╭─ DATA FOR REVIEW

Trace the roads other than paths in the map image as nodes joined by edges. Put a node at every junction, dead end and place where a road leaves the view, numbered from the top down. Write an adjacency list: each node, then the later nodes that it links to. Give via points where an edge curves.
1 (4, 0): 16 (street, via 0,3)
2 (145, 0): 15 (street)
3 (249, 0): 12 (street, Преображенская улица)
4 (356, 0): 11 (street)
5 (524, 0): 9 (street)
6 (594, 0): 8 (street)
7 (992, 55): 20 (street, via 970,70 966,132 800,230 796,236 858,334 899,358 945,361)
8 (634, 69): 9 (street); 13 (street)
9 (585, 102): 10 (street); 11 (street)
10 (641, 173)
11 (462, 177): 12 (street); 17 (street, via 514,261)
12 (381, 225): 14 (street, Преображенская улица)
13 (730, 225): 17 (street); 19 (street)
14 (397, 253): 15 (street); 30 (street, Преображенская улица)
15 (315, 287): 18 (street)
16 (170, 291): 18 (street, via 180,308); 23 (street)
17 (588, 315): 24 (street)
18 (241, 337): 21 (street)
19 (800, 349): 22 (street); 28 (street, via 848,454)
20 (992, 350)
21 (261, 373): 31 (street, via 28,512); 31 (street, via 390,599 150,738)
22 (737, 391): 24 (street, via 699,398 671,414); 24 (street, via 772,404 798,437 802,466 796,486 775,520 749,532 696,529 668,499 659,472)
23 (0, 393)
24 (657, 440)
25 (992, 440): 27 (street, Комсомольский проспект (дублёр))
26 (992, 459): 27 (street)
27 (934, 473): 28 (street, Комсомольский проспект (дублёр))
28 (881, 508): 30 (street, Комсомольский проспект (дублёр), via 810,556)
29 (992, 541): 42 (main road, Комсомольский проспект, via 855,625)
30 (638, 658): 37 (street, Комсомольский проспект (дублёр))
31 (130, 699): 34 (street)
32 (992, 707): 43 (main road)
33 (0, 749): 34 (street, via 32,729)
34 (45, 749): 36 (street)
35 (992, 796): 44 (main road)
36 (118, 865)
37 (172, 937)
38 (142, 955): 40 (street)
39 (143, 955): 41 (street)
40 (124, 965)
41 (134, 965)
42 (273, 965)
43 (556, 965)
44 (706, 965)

╰─

* WORK INSTRUCTION
Line by line, retype all of the records exactly.

* COMPLETED EXERCISE
Trace the roads other than paths in the map image as nodes joined by edges. Put a node at every junction, dead end and place where a road leaves the view, numbered from the top down. Write an adjacency list: each node, then the later nodes that it links to. Give via points where an edge curves.
1 (4, 0): 16 (street, via 0,3)
2 (145, 0): 15 (street)
3 (249, 0): 12 (street, Преображенская улица)
4 (356, 0): 11 (street)
5 (524, 0): 9 (street)
6 (594, 0): 8 (street)
7 (992, 55): 20 (street, via 970,70 966,132 800,230 796,236 858,334 899,358 945,361)
8 (634, 69): 9 (street); 13 (street)
9 (585, 102): 10 (street); 11 (street)
10 (641, 173)
11 (462, 177): 12 (street); 17 (street, via 514,261)
12 (381, 225): 14 (street, Преображенская улица)
13 (730, 225): 17 (street); 19 (street)
14 (397, 253): 15 (street); 30 (street, Преображенская улица)
15 (315, 287): 18 (street)
16 (170, 291): 18 (street, via 180,308); 23 (street)
17 (588, 315): 24 (street)
18 (241, 337): 21 (street)
19 (800, 349): 22 (street); 28 (street, via 848,454)
20 (992, 350)
21 (261, 373): 31 (street, via 28,512); 31 (street, via 390,599 150,738)
22 (737, 391): 24 (street, via 699,398 671,414); 24 (street, via 772,404 798,437 802,466 796,486 775,520 749,532 696,529 668,499 659,472)
23 (0, 393)
24 (657, 440)
25 (992, 440): 27 (street, Комсомольский проспект (дублёр))
26 (992, 459): 27 (street)
27 (934, 473): 28 (street, Комсомольский проспект (дублёр))
28 (881, 508): 30 (street, Комсомольский проспект (дублёр), via 810,556)
29 (992, 541): 42 (main road, Комсомольский проспект, via 855,625)
30 (638, 658): 37 (street, Комсомольский проспект (дублёр))
31 (130, 699): 34 (street)
32 (992, 707): 43 (main road)
33 (0, 749): 34 (street, via 32,729)
34 (45, 749): 36 (street)
35 (992, 796): 44 (main road)
36 (118, 865)
37 (172, 937)
38 (142, 955): 40 (street)
39 (143, 955): 41 (street)
40 (124, 965)
41 (134, 965)
42 (273, 965)
43 (556, 965)
44 (706, 965)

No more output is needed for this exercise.